Selain itu, hal krusial lainnya yang selalu menjadi problematika Pemira KM Unand adalah selalu dimasukkannya Negara Tigo Nan Sabaris yaitu Fakultas Hukum, Fakultas Ilmu Sosial dan Ilmu Politik, dan Fakultas Ilmu Budaya ke dalam daerah pilihan Pemira. Puncaknya pada pemungutan suara Pemira 30 November 2021 lalu terjadi penolakan yang dilakukan Aliansi Negara Mahasiswa Tigo Nan Sabaris yang disampaikan langsung kepada pimpinan MPM KM Unand di Gedung Pusat Kreativitas Mahasiswa (PKM Unand). Dalam Undang-Undang Dasar KM Unand memang secara implisit dalam pasal 2 disebutkan bahwa “Wilayah negara Keluarga Mahasiswa Universitas Andalas meliputi seluruh wilayah negara bagian Keluarga Mahasiswa Universitas Andalas.” dan “Negara Bagian adalah pemerintahan mahasiswa seluruh Fakultas yang ada di Universitas Andalas.” Namun secara nyata dan de jure bahwa pemerintahan mahasiswa di Negara Tigo Nan Sabaris yang disahkan dan dilegitimasi oleh Dekanat masing-masing bersifat independen, tidak terikat, dan tidak mengakui KM Unand sehingga mereka mengangkat Presiden sebagai ketua BEM, bukan gubernur seperti BEM fakultas-fakultas di KM Unand.
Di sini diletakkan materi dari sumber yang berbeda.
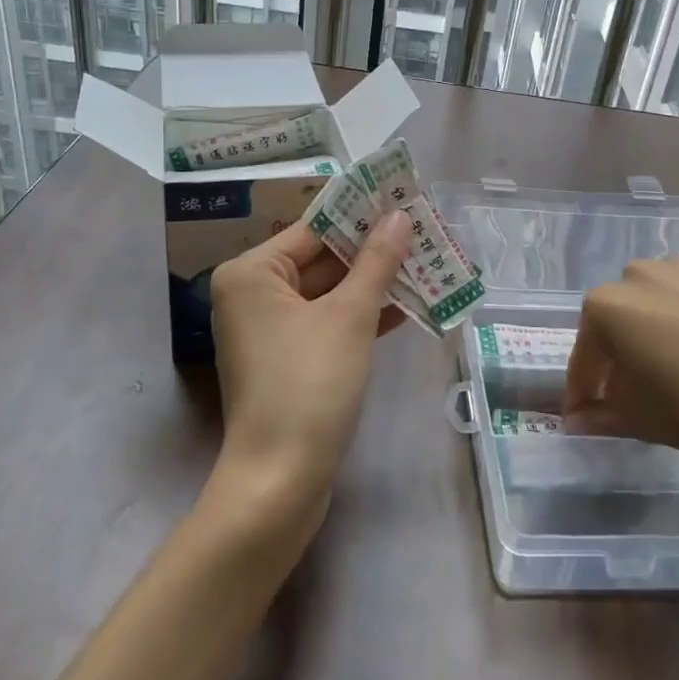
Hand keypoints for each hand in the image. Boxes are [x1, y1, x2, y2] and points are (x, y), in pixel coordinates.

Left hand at [207, 211, 412, 526]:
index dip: (360, 213)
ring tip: (426, 260)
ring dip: (374, 282)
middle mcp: (253, 294)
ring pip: (329, 293)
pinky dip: (362, 315)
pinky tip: (409, 303)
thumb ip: (376, 262)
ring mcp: (269, 330)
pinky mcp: (288, 360)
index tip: (401, 198)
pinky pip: (327, 322)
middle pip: (321, 259)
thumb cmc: (309, 385)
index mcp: (252, 273)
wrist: (281, 481)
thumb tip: (399, 216)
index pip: (313, 228)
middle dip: (373, 250)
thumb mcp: (349, 317)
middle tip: (422, 229)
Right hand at [564, 257, 678, 477]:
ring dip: (662, 329)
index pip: (584, 354)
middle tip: (640, 392)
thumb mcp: (647, 421)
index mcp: (607, 308)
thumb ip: (603, 416)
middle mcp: (639, 274)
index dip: (583, 389)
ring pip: (661, 301)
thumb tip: (577, 421)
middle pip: (620, 320)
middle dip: (623, 354)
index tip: (585, 415)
Hemat penulis memang sebaiknya UU Pemira perlu direvisi agar disesuaikan dengan sistem ketatanegaraan yang banyak dijalankan di tingkat negara yang melaksanakan pemilu sebagai bukti demokrasi. Ada beberapa hal yang belum diatur sehingga rawan menimbulkan kerugian bagi pihak yang berkepentingan. Ini juga terkait kinerja DPM dan koordinasi dengan BEM dalam menghasilkan dan merevisi produk hukum KM Unand yang perlu senantiasa disesuaikan dengan kebutuhan dan kondisi yang muncul di kemudian hari. Hendaknya Pemira yang digadang-gadang sebagai pesta/alek demokrasi KM Unand ini selalu dapat ditingkatkan kualitas dan kuantitasnya agar dapat menghasilkan pemimpin yang juga berkualitas.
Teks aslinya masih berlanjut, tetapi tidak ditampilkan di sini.